-- TASK DESCRIPTION --
The entries that follow should be written out exactly.

+---+

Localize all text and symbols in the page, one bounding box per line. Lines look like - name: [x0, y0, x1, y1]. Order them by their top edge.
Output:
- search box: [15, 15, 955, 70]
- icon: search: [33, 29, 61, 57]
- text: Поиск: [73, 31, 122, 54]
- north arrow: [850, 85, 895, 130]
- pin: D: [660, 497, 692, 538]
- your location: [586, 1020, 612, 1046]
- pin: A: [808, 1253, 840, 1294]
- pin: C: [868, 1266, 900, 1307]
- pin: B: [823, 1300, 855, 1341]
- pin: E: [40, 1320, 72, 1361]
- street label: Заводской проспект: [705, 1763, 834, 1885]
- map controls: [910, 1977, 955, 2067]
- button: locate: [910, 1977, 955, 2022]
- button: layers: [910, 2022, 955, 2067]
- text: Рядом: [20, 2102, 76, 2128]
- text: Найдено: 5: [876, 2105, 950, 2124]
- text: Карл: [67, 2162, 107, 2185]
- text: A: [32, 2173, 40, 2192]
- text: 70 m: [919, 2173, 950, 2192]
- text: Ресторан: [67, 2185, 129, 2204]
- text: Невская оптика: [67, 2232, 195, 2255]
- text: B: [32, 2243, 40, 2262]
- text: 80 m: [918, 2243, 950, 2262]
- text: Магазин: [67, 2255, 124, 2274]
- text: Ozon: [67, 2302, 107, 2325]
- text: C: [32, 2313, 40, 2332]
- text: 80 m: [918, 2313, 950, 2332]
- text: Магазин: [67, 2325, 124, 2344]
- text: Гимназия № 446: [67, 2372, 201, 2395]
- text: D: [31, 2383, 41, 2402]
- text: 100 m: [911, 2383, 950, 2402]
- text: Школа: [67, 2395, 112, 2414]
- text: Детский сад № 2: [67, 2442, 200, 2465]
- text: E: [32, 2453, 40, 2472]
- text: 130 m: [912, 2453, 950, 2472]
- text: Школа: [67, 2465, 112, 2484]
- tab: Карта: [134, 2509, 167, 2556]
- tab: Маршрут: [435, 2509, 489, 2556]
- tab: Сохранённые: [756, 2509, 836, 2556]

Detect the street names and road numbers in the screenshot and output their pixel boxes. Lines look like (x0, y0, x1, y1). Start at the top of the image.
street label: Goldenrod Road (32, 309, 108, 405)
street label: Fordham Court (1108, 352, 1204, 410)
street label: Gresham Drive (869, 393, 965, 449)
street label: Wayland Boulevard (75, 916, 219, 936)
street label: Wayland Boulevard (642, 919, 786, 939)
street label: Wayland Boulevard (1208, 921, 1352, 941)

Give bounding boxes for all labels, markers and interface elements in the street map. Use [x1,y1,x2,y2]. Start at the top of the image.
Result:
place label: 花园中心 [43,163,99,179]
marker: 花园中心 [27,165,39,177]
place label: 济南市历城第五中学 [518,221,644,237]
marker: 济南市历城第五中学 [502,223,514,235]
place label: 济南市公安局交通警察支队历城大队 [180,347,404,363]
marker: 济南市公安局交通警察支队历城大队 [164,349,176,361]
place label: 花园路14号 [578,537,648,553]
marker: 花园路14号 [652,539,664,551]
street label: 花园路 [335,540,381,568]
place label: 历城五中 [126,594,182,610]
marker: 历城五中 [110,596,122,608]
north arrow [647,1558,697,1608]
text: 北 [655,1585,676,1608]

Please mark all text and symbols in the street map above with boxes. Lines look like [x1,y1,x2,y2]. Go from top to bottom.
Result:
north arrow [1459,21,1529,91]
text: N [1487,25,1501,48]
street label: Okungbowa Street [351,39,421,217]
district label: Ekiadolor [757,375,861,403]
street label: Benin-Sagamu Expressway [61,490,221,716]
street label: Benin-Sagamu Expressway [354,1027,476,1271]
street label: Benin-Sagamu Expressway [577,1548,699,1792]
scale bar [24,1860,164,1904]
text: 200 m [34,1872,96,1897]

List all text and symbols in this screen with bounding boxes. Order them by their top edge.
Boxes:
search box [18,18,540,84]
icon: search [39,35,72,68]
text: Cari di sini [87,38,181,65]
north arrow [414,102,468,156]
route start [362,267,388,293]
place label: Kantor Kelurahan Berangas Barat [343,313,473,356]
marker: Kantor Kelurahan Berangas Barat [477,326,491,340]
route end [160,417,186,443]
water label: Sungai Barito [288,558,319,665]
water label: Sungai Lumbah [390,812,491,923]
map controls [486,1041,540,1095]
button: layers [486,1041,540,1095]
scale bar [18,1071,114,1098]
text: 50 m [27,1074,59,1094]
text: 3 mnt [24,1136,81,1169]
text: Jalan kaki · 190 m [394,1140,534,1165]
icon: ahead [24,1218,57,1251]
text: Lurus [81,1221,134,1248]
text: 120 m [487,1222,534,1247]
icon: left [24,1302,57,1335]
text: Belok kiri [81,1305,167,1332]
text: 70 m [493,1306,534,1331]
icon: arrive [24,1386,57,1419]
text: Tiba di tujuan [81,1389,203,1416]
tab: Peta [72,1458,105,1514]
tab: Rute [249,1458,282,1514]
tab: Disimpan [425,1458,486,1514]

+---+

-- TASK ANSWER --
Localize all text and symbols in the page, one bounding box per line. Lines look like - name: [x0, y0, x1, y1]. Order them by their top edge.
Output:
- search box: [15, 15, 955, 70]
- icon: search: [33, 29, 61, 57]
- text: Поиск: [73, 31, 122, 54]
- north arrow: [850, 85, 895, 130]
- pin: D: [660, 497, 692, 538]
- your location: [586, 1020, 612, 1046]
- pin: A: [808, 1253, 840, 1294]
- pin: C: [868, 1266, 900, 1307]
- pin: B: [823, 1300, 855, 1341]
- pin: E: [40, 1320, 72, 1361]
- street label: Заводской проспект: [705, 1763, 834, 1885]
- map controls: [910, 1977, 955, 2067]
- button: locate: [910, 1977, 955, 2022]
- button: layers: [910, 2022, 955, 2067]
- text: Рядом: [20, 2102, 76, 2128]
- text: Найдено: 5: [876, 2105, 950, 2124]
- text: Карл: [67, 2162, 107, 2185]
- text: A: [32, 2173, 40, 2192]
- text: 70 m: [919, 2173, 950, 2192]
- text: Ресторан: [67, 2185, 129, 2204]
- text: Невская оптика: [67, 2232, 195, 2255]
- text: B: [32, 2243, 40, 2262]
- text: 80 m: [918, 2243, 950, 2262]
- text: Магазин: [67, 2255, 124, 2274]
- text: Ozon: [67, 2302, 107, 2325]
- text: C: [32, 2313, 40, 2332]
- text: 80 m: [918, 2313, 950, 2332]
- text: Магазин: [67, 2325, 124, 2344]
- text: Гимназия № 446: [67, 2372, 201, 2395]
- text: D: [31, 2383, 41, 2402]
- text: 100 m: [911, 2383, 950, 2402]
- text: Школа: [67, 2395, 112, 2414]
- text: Детский сад № 2: [67, 2442, 200, 2465]
- text: E: [32, 2453, 40, 2472]
- text: 130 m: [912, 2453, 950, 2472]
- text: Школа: [67, 2465, 112, 2484]
- tab: Карта: [134, 2509, 167, 2556]
- tab: Маршрут: [435, 2509, 489, 2556]
- tab: Сохранённые: [756, 2509, 836, 2556]

Detect the street names and road numbers in the screenshot and output their pixel boxes. Lines look like (x0, y0, x1, y1). Start at the top of the image.
street label: Goldenrod Road (32, 309, 108, 405)
street label: Fordham Court (1108, 352, 1204, 410)
street label: Gresham Drive (869, 393, 965, 449)
street label: Wayland Boulevard (75, 916, 219, 936)
street label: Wayland Boulevard (642, 919, 786, 939)
street label: Wayland Boulevard (1208, 921, 1352, 941)

Give bounding boxes for all labels, markers and interface elements in the street map. Use [x1,y1,x2,y2]. Start at the top of the image.
Result:
place label: 花园中心 [43,163,99,179]
marker: 花园中心 [27,165,39,177]
place label: 济南市历城第五中学 [518,221,644,237]
marker: 济南市历城第五中学 [502,223,514,235]
place label: 济南市公安局交通警察支队历城大队 [180,347,404,363]
marker: 济南市公安局交通警察支队历城大队 [164,349,176,361]
place label: 花园路14号 [578,537,648,553]
marker: 花园路14号 [652,539,664,551]
street label: 花园路 [335,540,381,568]
place label: 历城五中 [126,594,182,610]
marker: 历城五中 [110,596,122,608]
north arrow [647,1558,697,1608]
text: 北 [655,1585,676,1608]

Please mark all text and symbols in the street map above with boxes. Lines look like [x1,y1,x2,y2]. Go from top to bottom.
Result:
north arrow [1459,21,1529,91]
text: N [1487,25,1501,48]
street label: Okungbowa Street [351,39,421,217]
district label: Ekiadolor [757,375,861,403]
street label: Benin-Sagamu Expressway [61,490,221,716]
street label: Benin-Sagamu Expressway [354,1027,476,1271]
street label: Benin-Sagamu Expressway [577,1548,699,1792]
scale bar [24,1860,164,1904]
text: 200 m [34,1872,96,1897]

List all text and symbols in this screen with bounding boxes. Order them by their top edge.
Boxes:
search box [18,18,540,84]
icon: search [39,35,72,68]
text: Cari di sini [87,38,181,65]
north arrow [414,102,468,156]
route start [362,267,388,293]
place label: Kantor Kelurahan Berangas Barat [343,313,473,356]
marker: Kantor Kelurahan Berangas Barat [477,326,491,340]
route end [160,417,186,443]
water label: Sungai Barito [288,558,319,665]
water label: Sungai Lumbah [390,812,491,923]
map controls [486,1041,540,1095]
button: layers [486,1041,540,1095]
scale bar [18,1071,114,1098]
text: 50 m [27,1074,59,1094]
text: 3 mnt [24,1136,81,1169]
text: Jalan kaki · 190 m [394,1140,534,1165]
icon: ahead [24,1218,57,1251]
text: Lurus [81,1221,134,1248]
text: 120 m [487,1222,534,1247]
icon: left [24,1302,57,1335]
text: Belok kiri [81,1305,167,1332]
text: 70 m [493,1306,534,1331]
icon: arrive [24,1386,57,1419]
text: Tiba di tujuan [81,1389,203,1416]
tab: Peta [72,1458,105,1514]
tab: Rute [249,1458,282,1514]
tab: Disimpan [425,1458,486,1514]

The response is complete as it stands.